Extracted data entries
________________________

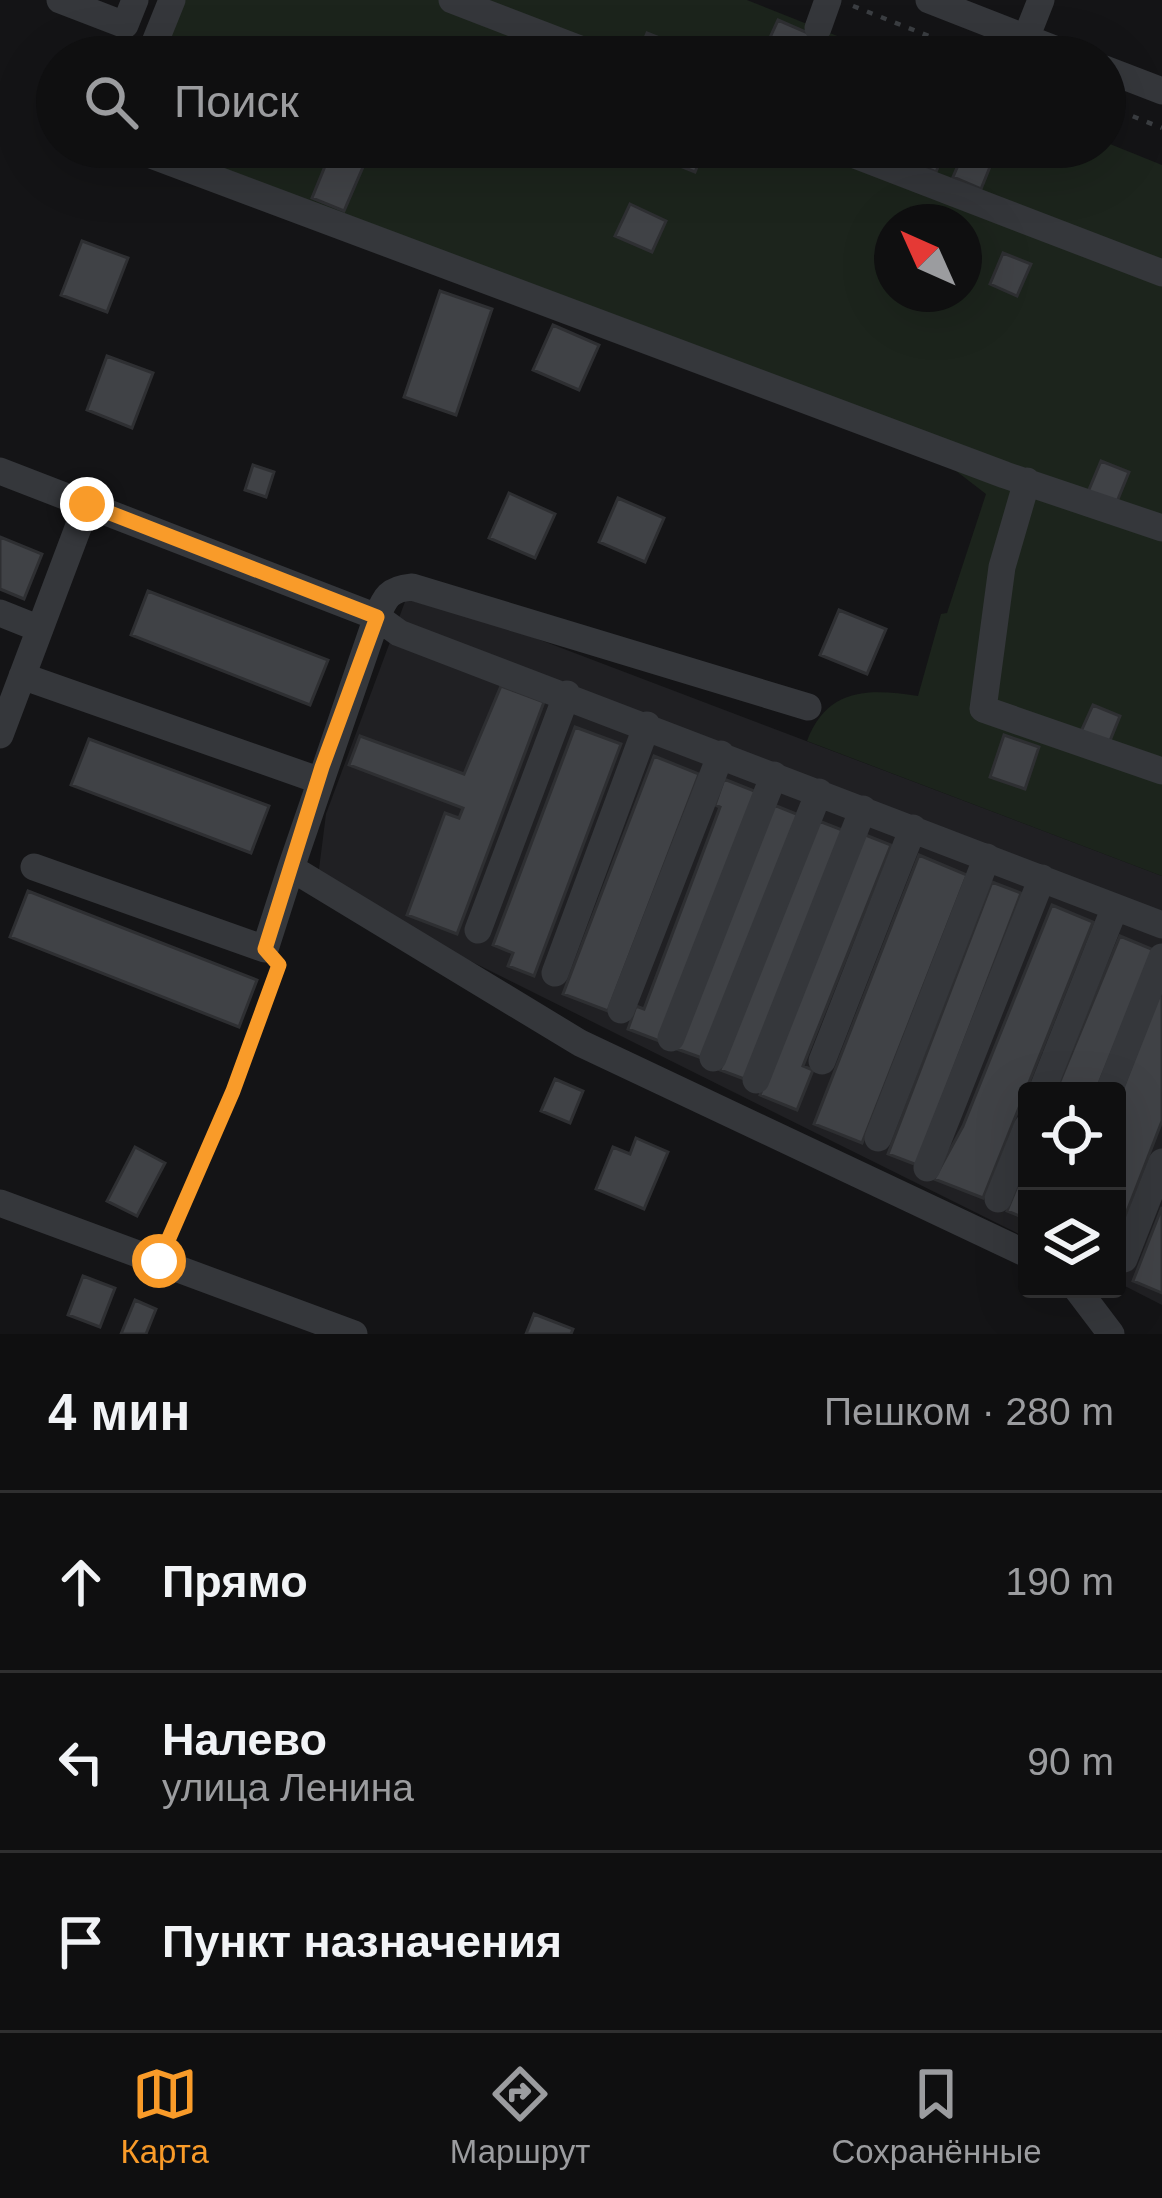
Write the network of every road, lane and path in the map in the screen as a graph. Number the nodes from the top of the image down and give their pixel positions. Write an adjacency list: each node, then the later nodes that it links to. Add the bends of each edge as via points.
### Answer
1 (61, 0): 2 (street, via 125,25)
2 (136, 0)
3 (172, 0): 9 (street)
4 (452, 0): 10 (street)
5 (832, 0): 8 (street); 11 (path)
6 (929, 0): 12 (street)
7 (1041, 0): 13 (street)
8 (818, 28)
9 (157, 36)
10 (546, 36)
11 (927, 36)
12 (1021, 36)
13 (1027, 36)
14 (1126, 77): 15 (street)
15 (1162, 91)
16 (1126, 113): 17 (path)
17 (1162, 128)
18 (186, 168): 22 (street)
19 (888, 168): 20 (street)
20 (1162, 273)
21 (0, 471): 23 (street)
22 (1027, 481): 24 (street); 34 (street, via 1002,567 983,710)
23 (87, 504): 26 (street); 27 (street)
24 (1162, 528)
25 (0, 614): 27 (street)
26 (377, 617): 29 (street, via 400,633); 30 (street, via 386,595 412,587); 36 (street)
27 (40, 629): 28 (street)
28 (22, 676): 31 (street); 36 (street)
29 (567, 694): 32 (street); 46 (street)
30 (808, 707)
31 (2, 720)
32 (646, 725): 33 (street); 49 (street)
33 (721, 754): 35 (street); 50 (street)
34 (1162, 770)
35 (774, 775): 37 (street); 51 (street)
36 (318, 780): 42 (street)
37 (819, 792): 38 (street); 52 (street)
38 (863, 809): 39 (street); 54 (street)
39 (913, 828): 40 (street); 53 (street)
40 (987, 857): 43 (street); 57 (street)
41 (34, 867): 47 (street)
42 (291, 868): 47 (street); 63 (street, via 580,1043)
43 (1042, 878): 44 (street); 60 (street)
44 (1115, 907): 45 (street); 55 (street)
45 (1162, 925)
46 (478, 930)
47 (265, 949): 65 (path, via 279,965)
48 (1162, 957): 56 (street)
49 (555, 973)
50 (621, 1010)
51 (671, 1038)
52 (713, 1058)
53 (822, 1060)
54 (757, 1080)
55 (1046, 1082)
56 (1112, 1082)
57 (878, 1138)
58 (1018, 1149): 61 (street)
59 (1162, 1162): 64 (street)
60 (927, 1168)
61 (998, 1199)
62 (0, 1203): 65 (street)
63 (1018, 1251)
64 (1126, 1254)
65 (159, 1261): 67 (street)
66 (1084, 1298): 68 (street)
67 (355, 1334)
68 (1112, 1334)

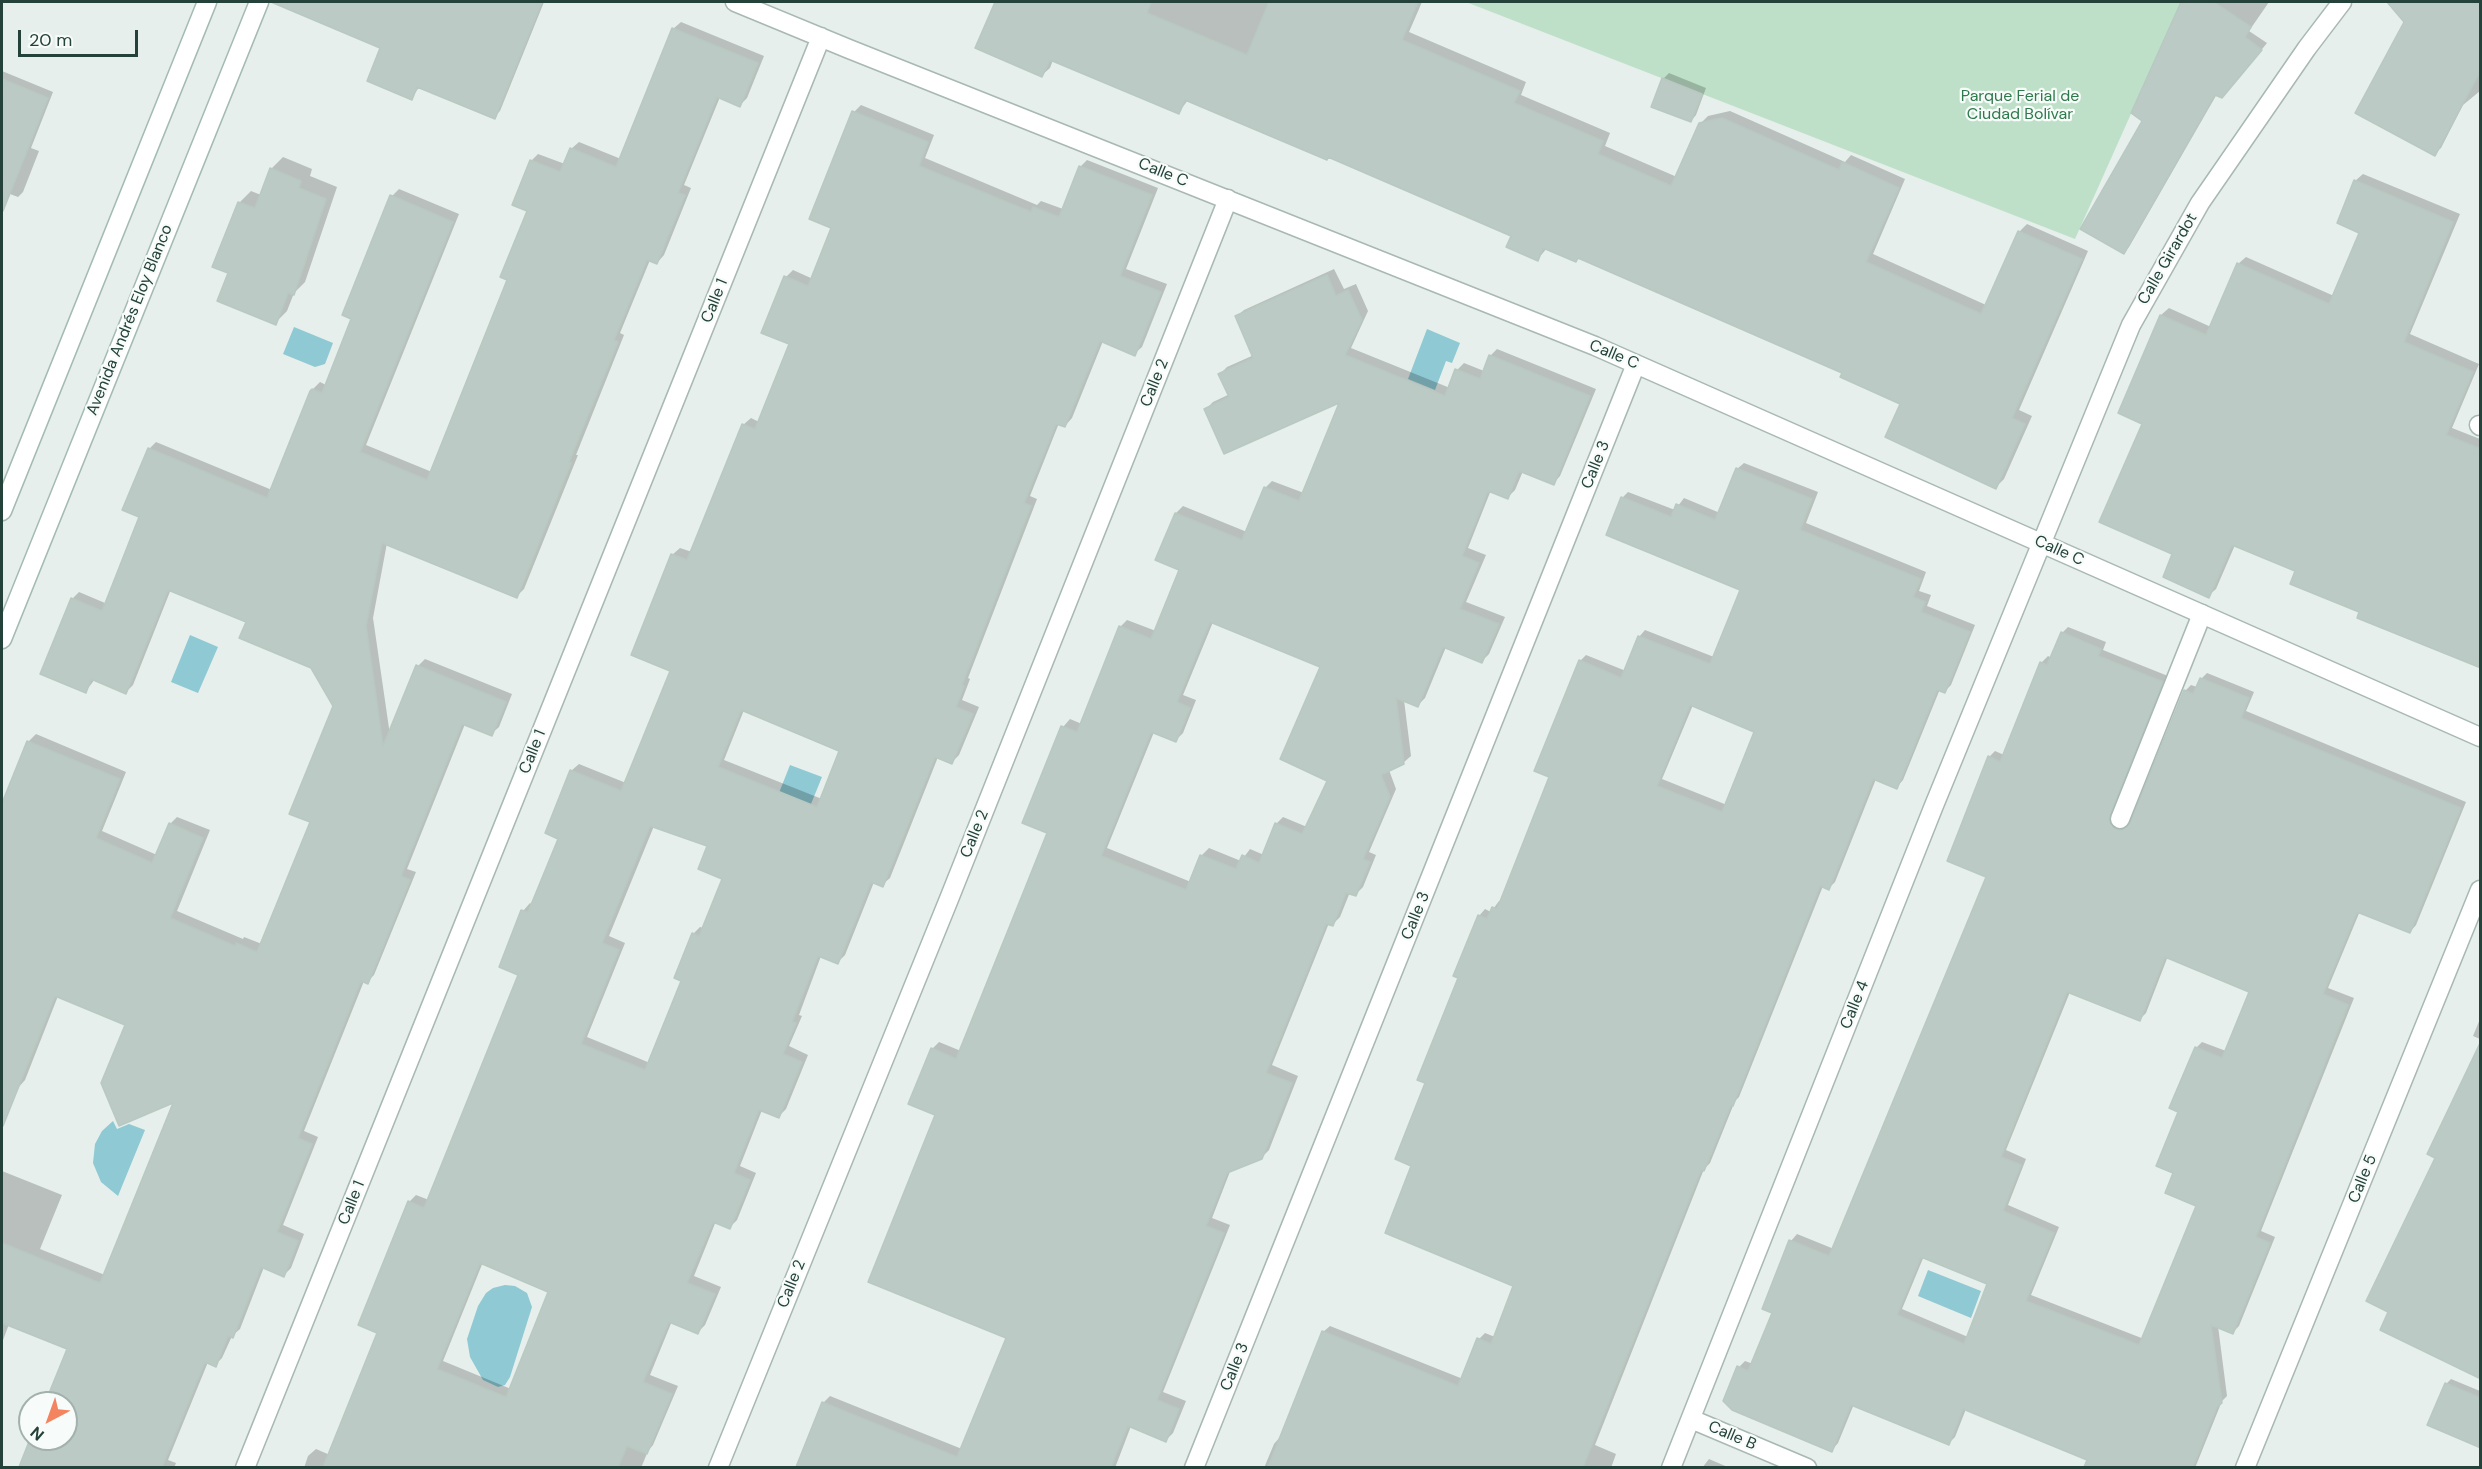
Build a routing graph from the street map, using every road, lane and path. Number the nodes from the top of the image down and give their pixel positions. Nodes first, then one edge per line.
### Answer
1 (207, 2) edge
2 (259, 2) edge
3 (735, 2) edge
4 (2342, 2) edge
5 (821, 37) junction
6 (1228, 199) junction
7 (1636, 364) junction
8 (2, 511) edge
9 (2041, 543) junction
10 (2202, 614) junction
11 (2, 639) edge
12 (2481, 737) edge
13 (2120, 819) dead end
14 (2481, 890) edge
15 (1691, 1419) junction
16 (245, 1467) edge
17 (718, 1467) edge
18 (1194, 1467) edge
19 (1671, 1467) edge
20 (1807, 1467) edge
21 (2245, 1467) edge

1 - 8 street
2 - 11 street, Avenida Andrés Eloy Blanco
3 - 5 street, Calle C
4 - 9 street, Calle Girardot
5 - 6 street, Calle C
5 - 16 street, Calle 1
6 - 7 street, Calle C
6 - 17 street, Calle 2
7 - 9 street, Calle C
7 - 18 street, Calle 3
9 - 10 street, Calle C
9 - 15 street, Calle 4
10 - 12 street, Calle C
10 - 13 street
14 - 21 street, Calle 5
15 - 19 street, Calle 4
15 - 20 street, Calle B

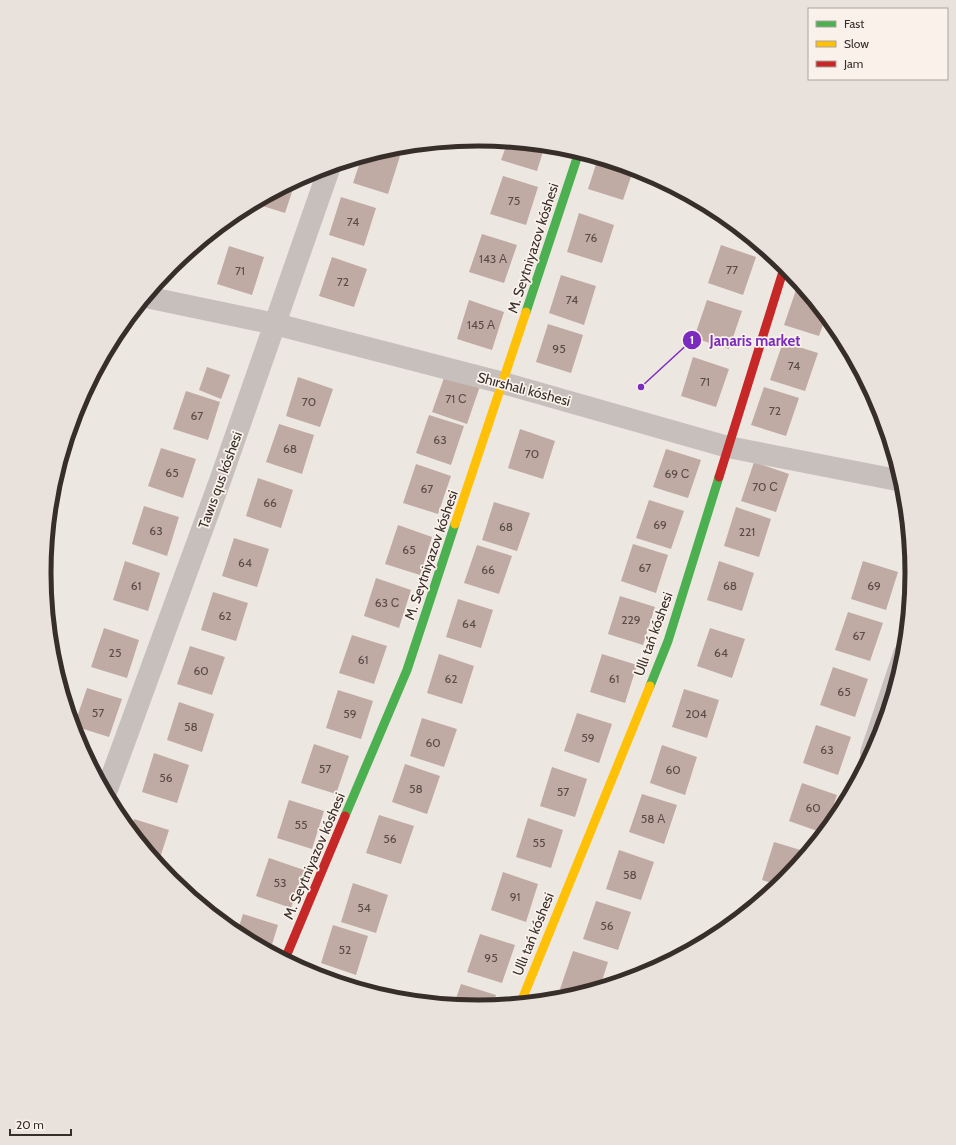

________________________

• _EXERCISE AIM_
Locate the word "then" in the entries, and copy every line where it is found.

• _RESULT_
Write the network of every road, lane and path in the map in the screen as a graph. Number the nodes from the top of the image down and give their pixel positions. Write an adjacency list: each node, then the later nodes that it links to. Add the bends of each edge as via points.
Build a routing graph from the street map, using every road, lane and path. Number the nodes from the top of the image down and give their pixel positions. Nodes first, then one edge per line.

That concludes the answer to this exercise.